"Beer Barrel Polka", also known as "The Barrel Polka", "Roll Out the Barrel", or "Rosamunde", is a 1927 polka composed by Czech musician Jaromír Vejvoda. Lyrics were added in 1934, subsequently gaining worldwide popularity during World War II as a drinking song.

History
In 1927, the music for the polka was composed by the Czech musician Jaromír Vejvoda.

Eduard Ingriš wrote the first arrangement of the piece, after Vejvoda came up with the melody and sought Ingriš's help in refining it. At that time, it was played without lyrics as "Modřanská polka" ("Polka of Modřany").

In 1934, the first text for the polka was written by Vašek Zeman – with the title "Škoda lásky"("Wasted Love").

The polka became famous around the world. In June 1939, "Beer Barrel Polka", as recorded by Will Glahé, was number one on the Hit Parade. This version was distributed by Shapiro Bernstein. Glahé's earlier 1934 recording sold many copies in its German version Rosamunde.

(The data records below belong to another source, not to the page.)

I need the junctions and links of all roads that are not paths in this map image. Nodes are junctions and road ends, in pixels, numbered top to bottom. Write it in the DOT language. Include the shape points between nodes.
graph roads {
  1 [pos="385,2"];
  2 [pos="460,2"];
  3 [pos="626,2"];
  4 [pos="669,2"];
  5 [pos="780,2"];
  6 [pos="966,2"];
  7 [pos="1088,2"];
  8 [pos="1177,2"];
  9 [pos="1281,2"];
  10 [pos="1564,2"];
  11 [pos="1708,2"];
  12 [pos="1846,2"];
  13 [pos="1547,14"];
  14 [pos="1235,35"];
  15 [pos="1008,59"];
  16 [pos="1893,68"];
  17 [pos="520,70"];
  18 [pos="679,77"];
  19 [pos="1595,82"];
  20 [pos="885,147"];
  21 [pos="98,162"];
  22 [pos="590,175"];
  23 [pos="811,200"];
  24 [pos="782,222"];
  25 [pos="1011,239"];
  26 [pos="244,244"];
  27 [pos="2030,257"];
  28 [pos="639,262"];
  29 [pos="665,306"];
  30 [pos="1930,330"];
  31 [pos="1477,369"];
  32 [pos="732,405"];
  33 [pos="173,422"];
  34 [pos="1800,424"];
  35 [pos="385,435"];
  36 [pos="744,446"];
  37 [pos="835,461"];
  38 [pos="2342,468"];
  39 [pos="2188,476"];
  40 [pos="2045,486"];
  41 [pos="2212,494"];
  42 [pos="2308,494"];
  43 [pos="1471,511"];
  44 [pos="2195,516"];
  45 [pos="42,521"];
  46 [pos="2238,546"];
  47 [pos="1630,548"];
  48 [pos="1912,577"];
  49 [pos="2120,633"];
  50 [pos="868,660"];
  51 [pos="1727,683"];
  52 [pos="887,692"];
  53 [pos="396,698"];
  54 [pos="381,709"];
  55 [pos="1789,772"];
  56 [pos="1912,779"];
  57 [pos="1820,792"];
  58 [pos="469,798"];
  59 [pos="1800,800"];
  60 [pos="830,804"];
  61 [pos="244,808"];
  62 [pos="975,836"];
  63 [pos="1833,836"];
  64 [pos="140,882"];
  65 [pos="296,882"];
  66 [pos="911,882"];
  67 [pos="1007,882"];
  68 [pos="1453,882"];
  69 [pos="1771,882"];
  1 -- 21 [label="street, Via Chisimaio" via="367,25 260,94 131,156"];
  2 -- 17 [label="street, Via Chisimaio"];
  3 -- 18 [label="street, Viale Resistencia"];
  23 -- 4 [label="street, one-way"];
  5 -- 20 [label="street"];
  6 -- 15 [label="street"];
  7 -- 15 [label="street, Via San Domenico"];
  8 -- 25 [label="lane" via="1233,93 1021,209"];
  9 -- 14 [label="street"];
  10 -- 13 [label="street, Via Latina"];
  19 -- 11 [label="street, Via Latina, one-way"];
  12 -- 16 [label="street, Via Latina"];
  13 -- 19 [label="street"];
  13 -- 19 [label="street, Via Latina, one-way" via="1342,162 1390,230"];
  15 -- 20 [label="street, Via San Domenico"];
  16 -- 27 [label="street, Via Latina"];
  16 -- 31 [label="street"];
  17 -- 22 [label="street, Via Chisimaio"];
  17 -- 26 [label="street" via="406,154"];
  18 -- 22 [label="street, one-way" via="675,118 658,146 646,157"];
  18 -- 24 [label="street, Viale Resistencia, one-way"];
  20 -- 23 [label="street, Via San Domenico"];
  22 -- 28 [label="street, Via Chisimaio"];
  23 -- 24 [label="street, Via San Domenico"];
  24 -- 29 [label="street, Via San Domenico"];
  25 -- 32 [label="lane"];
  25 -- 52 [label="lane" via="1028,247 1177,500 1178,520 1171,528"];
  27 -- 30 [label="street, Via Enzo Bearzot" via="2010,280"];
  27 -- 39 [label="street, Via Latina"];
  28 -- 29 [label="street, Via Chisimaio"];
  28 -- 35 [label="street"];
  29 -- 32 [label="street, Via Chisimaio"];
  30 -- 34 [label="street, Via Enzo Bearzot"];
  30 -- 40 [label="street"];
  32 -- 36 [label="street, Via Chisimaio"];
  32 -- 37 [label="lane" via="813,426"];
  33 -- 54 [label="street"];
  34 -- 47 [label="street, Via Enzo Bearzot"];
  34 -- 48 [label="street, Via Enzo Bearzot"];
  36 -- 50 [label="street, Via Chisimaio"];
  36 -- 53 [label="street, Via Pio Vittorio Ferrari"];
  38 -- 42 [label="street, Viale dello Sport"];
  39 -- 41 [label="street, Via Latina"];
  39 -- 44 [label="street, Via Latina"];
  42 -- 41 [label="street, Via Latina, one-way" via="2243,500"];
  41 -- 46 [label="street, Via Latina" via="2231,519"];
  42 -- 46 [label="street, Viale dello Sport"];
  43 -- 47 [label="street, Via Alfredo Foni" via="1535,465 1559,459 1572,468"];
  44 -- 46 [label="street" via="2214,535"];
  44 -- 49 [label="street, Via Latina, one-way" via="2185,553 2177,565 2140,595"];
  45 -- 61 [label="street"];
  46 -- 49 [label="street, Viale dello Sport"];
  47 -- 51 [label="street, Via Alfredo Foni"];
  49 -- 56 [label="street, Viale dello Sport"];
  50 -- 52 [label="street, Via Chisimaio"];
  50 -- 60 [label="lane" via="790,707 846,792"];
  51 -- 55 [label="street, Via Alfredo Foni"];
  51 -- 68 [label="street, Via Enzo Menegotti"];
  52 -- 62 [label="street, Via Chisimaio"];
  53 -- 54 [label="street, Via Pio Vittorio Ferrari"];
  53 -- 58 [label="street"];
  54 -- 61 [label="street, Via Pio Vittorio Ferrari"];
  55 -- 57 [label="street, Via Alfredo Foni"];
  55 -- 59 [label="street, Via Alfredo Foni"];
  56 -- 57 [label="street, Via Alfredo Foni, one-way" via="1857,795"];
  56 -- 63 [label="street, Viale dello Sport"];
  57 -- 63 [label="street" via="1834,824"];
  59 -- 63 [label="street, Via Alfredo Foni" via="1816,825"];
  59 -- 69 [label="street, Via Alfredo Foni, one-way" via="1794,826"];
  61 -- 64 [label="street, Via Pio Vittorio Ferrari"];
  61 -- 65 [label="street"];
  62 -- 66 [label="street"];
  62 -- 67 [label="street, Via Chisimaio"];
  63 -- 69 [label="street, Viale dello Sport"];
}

It is possible the reason for the rapid spread was due to the occupation of Czechoslovakia by Nazi Germany, and subsequent emigration of thousands of Czechs to other parts of the world, bringing this catchy tune with them.

The authors of the English lyrics were Lew Brown and Wladimir Timm. Meanwhile, the song was recorded and played by many others such as The Andrews Sisters in 1939, the Glenn Miller Orchestra, Benny Goodman, Bobby Vinton, Billie Holiday, and Joe Patek, who sold over a million copies of his album "Beer Barrel Polka".

During World War II, versions in many other languages were created and the song was popular among soldiers, regardless of their allegiances. On VE Day, 9 May 1945, Humphrey Lyttelton played it standing on a handcart outside Buckingham Palace, a performance that could be heard in the BBC broadcast from the victory celebrations.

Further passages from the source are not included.